Look below for the line containing "middle dip: (379, 304)"; from there through the line containing "pinky tip: (434, 378)", both lines included, please set down each line exactly and nothing else.
-- -- --
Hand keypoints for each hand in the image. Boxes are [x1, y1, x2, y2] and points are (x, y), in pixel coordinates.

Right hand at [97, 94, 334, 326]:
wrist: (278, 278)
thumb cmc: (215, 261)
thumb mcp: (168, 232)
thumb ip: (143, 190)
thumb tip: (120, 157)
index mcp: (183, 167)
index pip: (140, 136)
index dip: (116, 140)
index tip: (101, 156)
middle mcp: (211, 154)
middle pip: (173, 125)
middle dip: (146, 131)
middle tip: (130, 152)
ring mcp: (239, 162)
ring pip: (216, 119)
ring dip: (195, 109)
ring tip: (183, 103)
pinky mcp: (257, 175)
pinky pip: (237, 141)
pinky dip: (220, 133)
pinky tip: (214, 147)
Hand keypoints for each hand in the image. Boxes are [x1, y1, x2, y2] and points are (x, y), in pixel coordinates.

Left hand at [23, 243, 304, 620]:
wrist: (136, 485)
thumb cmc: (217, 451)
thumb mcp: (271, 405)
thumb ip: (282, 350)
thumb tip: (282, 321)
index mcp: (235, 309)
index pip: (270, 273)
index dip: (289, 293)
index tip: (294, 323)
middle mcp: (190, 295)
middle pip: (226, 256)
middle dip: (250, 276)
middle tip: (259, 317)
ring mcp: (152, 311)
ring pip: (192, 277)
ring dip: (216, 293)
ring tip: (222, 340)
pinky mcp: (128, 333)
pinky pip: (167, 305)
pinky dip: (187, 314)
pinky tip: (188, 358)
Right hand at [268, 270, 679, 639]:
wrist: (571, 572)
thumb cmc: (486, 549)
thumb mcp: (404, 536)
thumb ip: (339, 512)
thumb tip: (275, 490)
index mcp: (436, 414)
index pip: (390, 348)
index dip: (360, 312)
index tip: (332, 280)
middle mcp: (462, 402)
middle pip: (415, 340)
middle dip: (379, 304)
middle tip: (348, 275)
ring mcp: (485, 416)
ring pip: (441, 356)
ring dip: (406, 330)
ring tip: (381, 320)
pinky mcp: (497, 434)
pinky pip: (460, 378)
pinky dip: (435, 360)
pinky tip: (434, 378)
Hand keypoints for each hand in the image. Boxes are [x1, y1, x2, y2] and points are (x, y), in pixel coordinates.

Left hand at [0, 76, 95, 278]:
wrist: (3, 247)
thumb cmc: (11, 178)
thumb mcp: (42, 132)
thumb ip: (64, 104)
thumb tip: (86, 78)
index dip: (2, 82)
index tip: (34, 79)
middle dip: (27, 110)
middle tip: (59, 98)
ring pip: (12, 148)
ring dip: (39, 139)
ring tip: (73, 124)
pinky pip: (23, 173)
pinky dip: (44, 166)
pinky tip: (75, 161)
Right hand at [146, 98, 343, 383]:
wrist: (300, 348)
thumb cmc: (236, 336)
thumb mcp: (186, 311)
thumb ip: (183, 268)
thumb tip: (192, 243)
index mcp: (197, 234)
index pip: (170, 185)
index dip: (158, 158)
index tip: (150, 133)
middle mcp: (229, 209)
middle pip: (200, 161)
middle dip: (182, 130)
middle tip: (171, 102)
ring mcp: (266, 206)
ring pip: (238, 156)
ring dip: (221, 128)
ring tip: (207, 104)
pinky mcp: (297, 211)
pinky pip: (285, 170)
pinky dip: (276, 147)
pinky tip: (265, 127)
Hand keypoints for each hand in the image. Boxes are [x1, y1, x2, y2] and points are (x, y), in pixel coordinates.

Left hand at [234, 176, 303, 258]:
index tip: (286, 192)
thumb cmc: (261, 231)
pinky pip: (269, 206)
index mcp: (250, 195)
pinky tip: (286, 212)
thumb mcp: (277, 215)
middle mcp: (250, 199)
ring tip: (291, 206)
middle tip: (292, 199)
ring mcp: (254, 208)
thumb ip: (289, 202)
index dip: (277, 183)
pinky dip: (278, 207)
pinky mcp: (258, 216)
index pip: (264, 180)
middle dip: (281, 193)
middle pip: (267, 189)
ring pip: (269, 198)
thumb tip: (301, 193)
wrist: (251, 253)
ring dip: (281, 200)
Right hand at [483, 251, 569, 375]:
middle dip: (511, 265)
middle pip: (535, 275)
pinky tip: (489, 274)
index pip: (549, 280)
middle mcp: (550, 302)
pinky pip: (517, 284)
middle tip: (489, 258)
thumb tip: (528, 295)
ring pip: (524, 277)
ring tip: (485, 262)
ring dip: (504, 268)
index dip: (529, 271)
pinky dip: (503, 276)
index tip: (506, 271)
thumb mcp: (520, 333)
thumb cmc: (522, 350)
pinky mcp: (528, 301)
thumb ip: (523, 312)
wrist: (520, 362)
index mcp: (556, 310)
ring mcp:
-- -- --
Response box:
middle dip: (379, 304)
middle tip: (348, 275)
ring mcp: (485, 416)
ring pip: (441, 356)
ring dip: (406, 330)
ring tip: (381, 320)
pinky mcp: (497, 434)
pinky pip: (460, 378)
pinky dip: (435, 360)
pinky tip: (434, 378)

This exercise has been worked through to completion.